See, people always talk about party fatigue, or hangover fatigue, or treat bloat, but that is not really what the problem is, I don’t think. It’s that moment where you sit down and go “Okay, so I can go to that guy from my office’s friend’s party, or that girl who so-and-so used to date’s party, or my ex-roommate’s new roommate’s party. What’s it gonna be?” The only smart answer to that question is “How much vodka is left in the freezer?”

Still, though, there are some people who soldier through the whole thing, going to all the parties and chit-chatting their way through hours of small talk with people they only tangentially know. I salute these people—they have a kind of social stamina that I will never possess. But even they are hurt by the invitation glut.
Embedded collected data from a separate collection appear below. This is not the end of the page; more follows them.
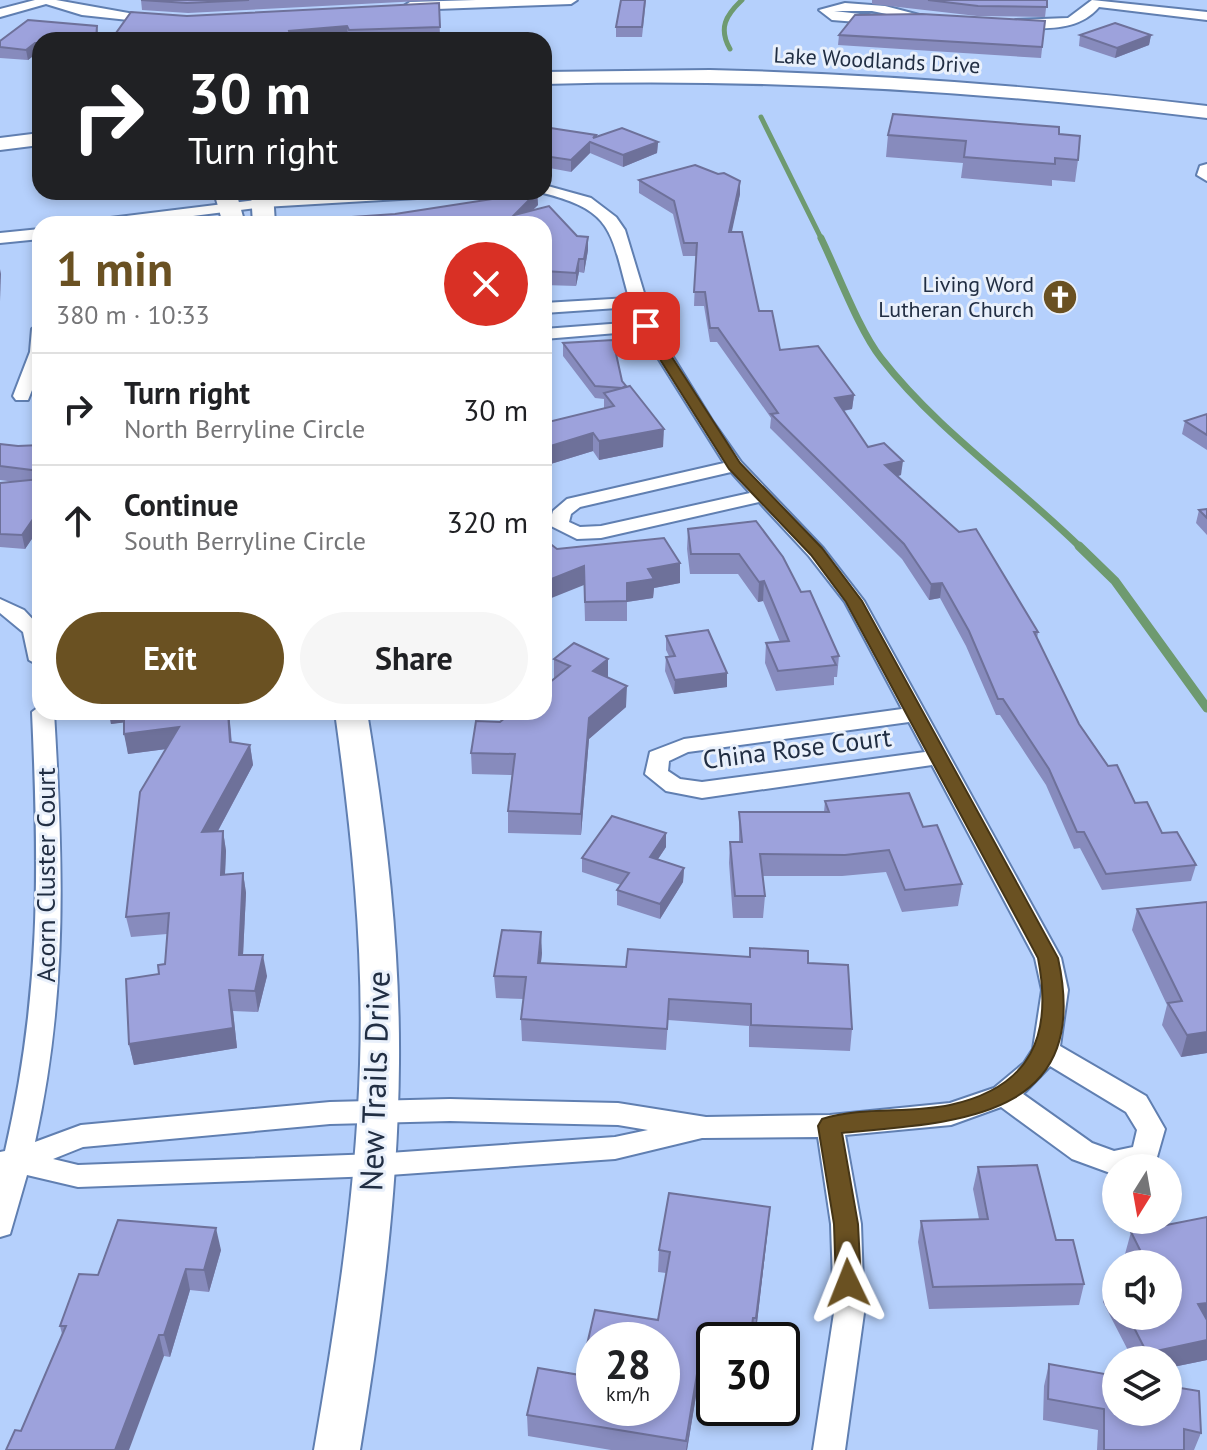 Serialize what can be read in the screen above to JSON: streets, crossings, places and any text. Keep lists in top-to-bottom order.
{
  "streets": {
    "main road": ["Lake Woodlands Drive", "New Trails Drive"],
    "street": ["China Rose Court", "Acorn Cluster Court"]
  },
  "places": {
    "church": ["Living Word Lutheran Church"]
  },
  "north": "bottom",
  "page": {
    "turn": ["30 m", "Turn right"],
    "heading": ["1 min", "380 m · 10:33"],
    "list": [
      {
        "name": "Turn right",
        "note": "North Berryline Circle",
        "value": "30 m"
      },
      {
        "name": "Continue",
        "note": "South Berryline Circle",
        "value": "320 m"
      }
    ],
    "buttons": ["Exit", "Share"],
    "speed": "28 km/h",
    "limit": "30"
  }
} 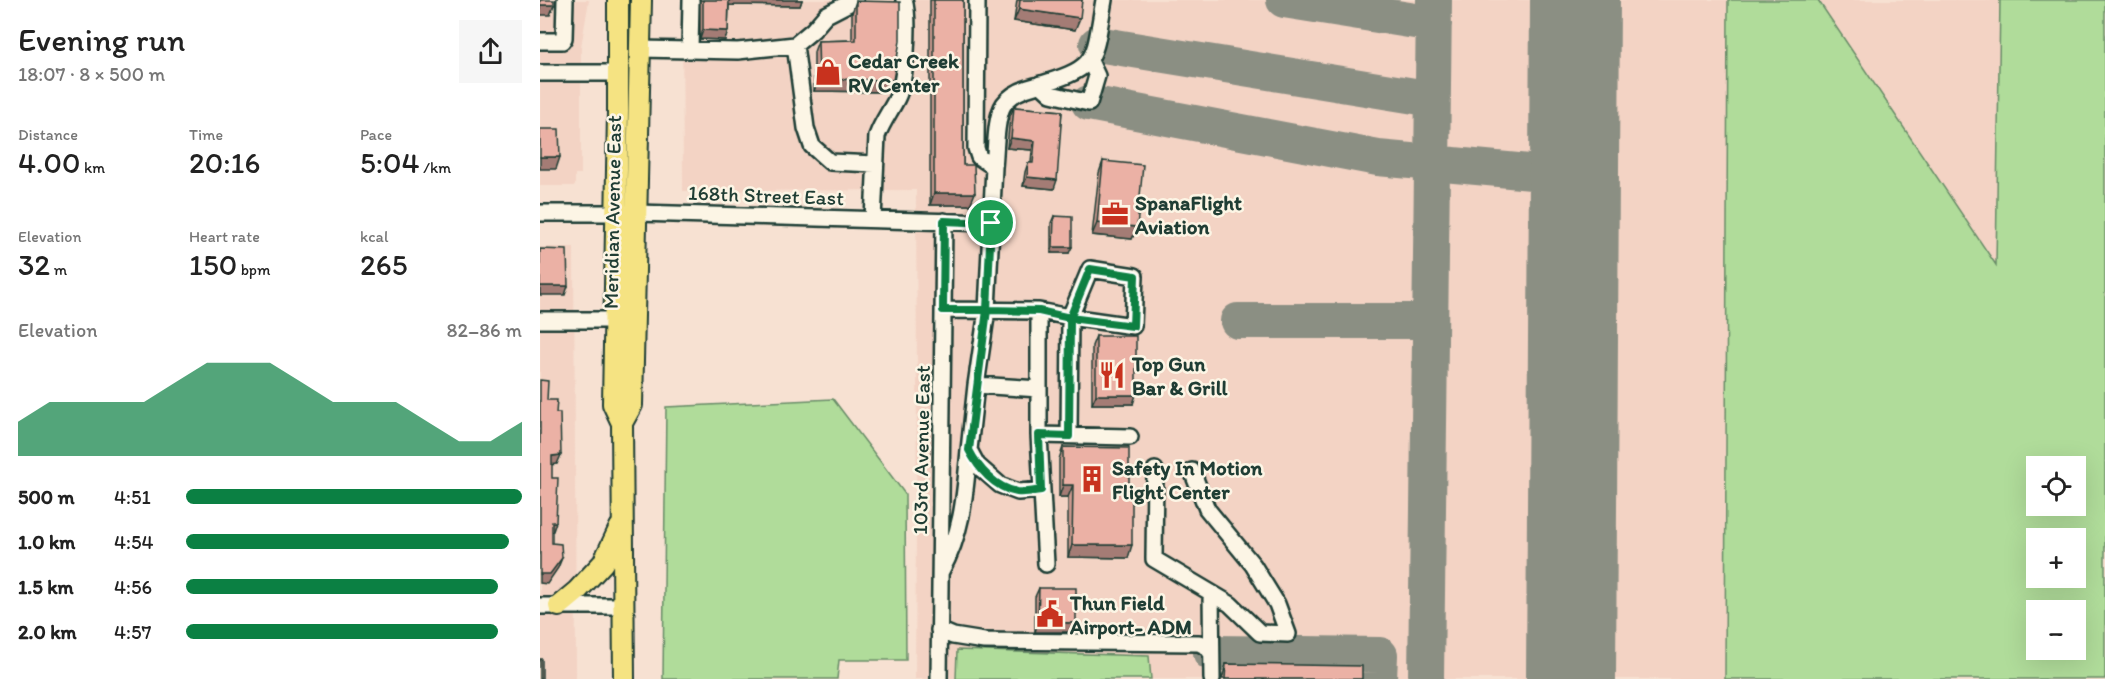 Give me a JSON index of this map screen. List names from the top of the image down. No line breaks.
{"streets":{"main road":["Meridian Avenue East"],"street":["168th Street East","103rd Avenue East"]},"crossings":[["168th Street East","Meridian Avenue East"],["168th Street East","103rd Avenue East"]],"places":{"shop":["Cedar Creek RV Center"],"office":["SpanaFlight Aviation"],"restaurant":["Top Gun Bar & Grill"],"building":["Safety In Motion Flight Center"],"public building":["Thun Field Airport- ADM"]},"page":{"heading":["Evening run","18:07 · 8 × 500 m"],"stats":[["Distance","4.00 km"],["Time","20:16"],["Pace","5:04 /km"],["Elevation","32 m"],["Heart rate","150 bpm"],["kcal","265"]],"chart":["Elevation","82–86 m"],"map_buttons":["+","−"],"list":[{"name":"500 m","note":"4:51"},{"name":"1.0 km","note":"4:54"},{"name":"1.5 km","note":"4:56"},{"name":"2.0 km","note":"4:57"}]}} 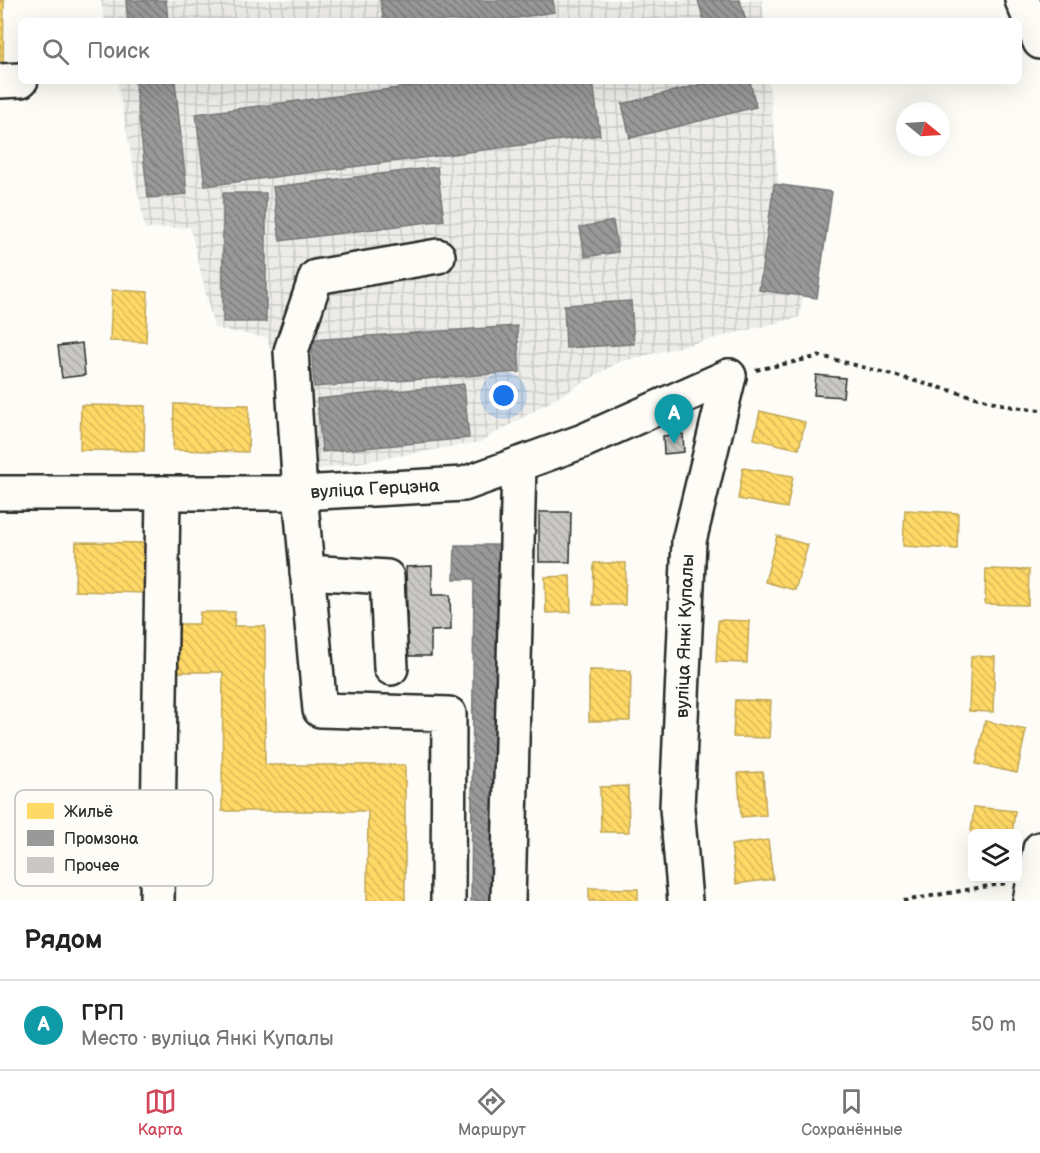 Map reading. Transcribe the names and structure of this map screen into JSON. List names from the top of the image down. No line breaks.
{"streets":{"street":["вуліца Герцэна","вуліца Янкі Купалы"]},"crossings":[["вуліца Герцэна","вуліца Янкі Купалы"]],"legend":["Жильё","Промзона","Прочее"],"north":"right","page":{"search":"Поиск","pins":"A","heading":"Рядом","list":[{"mark":"A","name":"ГРП","note":"Место · вуліца Янкі Купалы","value":"50 m"}],"nav":["Карта","Маршрут","Сохранённые"]}} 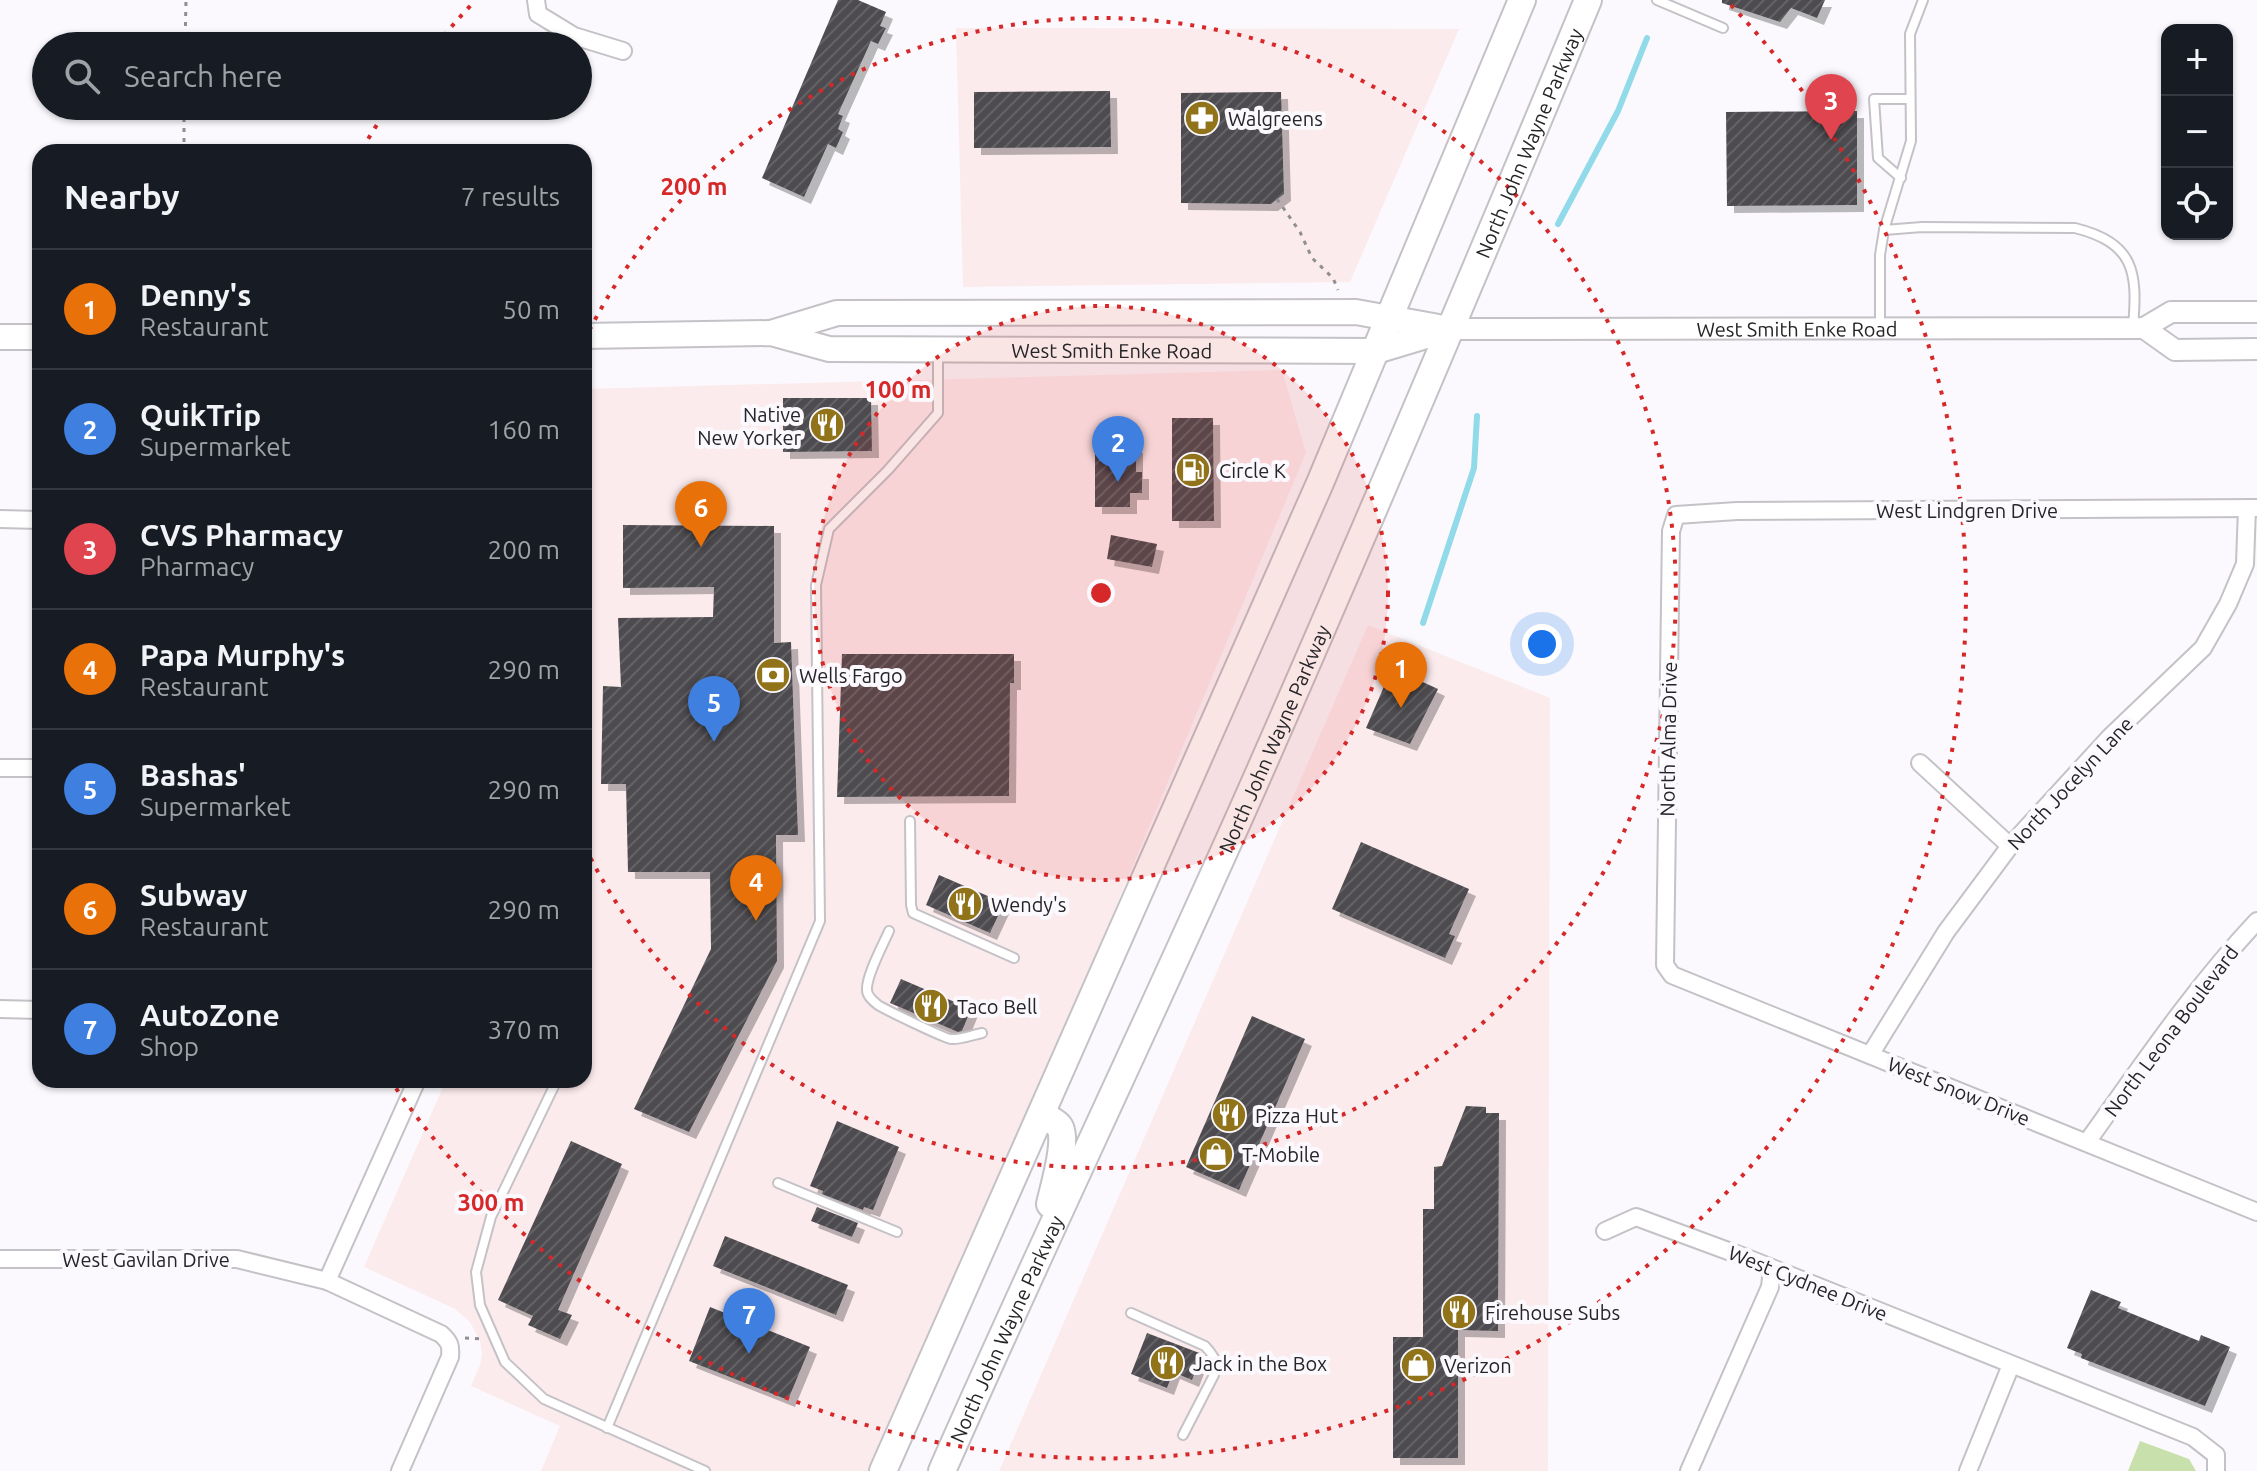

Going to all those parties thrown by people they don’t care about takes away a little piece of their joy at going to the parties they do care about. Plus it probably makes them fat.

So let’s all agree, next year, to stop the glut. If we all pledge to only invite people to our parties that we actually would like to hang out with, then the problem will be solved. Everyone can attend just the right number of holiday parties, and peace will reign in the kingdom. It will take a leap of faith not to put that one dude from your old job that you used to kind of talk to in the break room on the invite list, but stay strong. We can do it. Together, we will make invitation glut a thing of the past. Maybe I should get some ribbons made or something.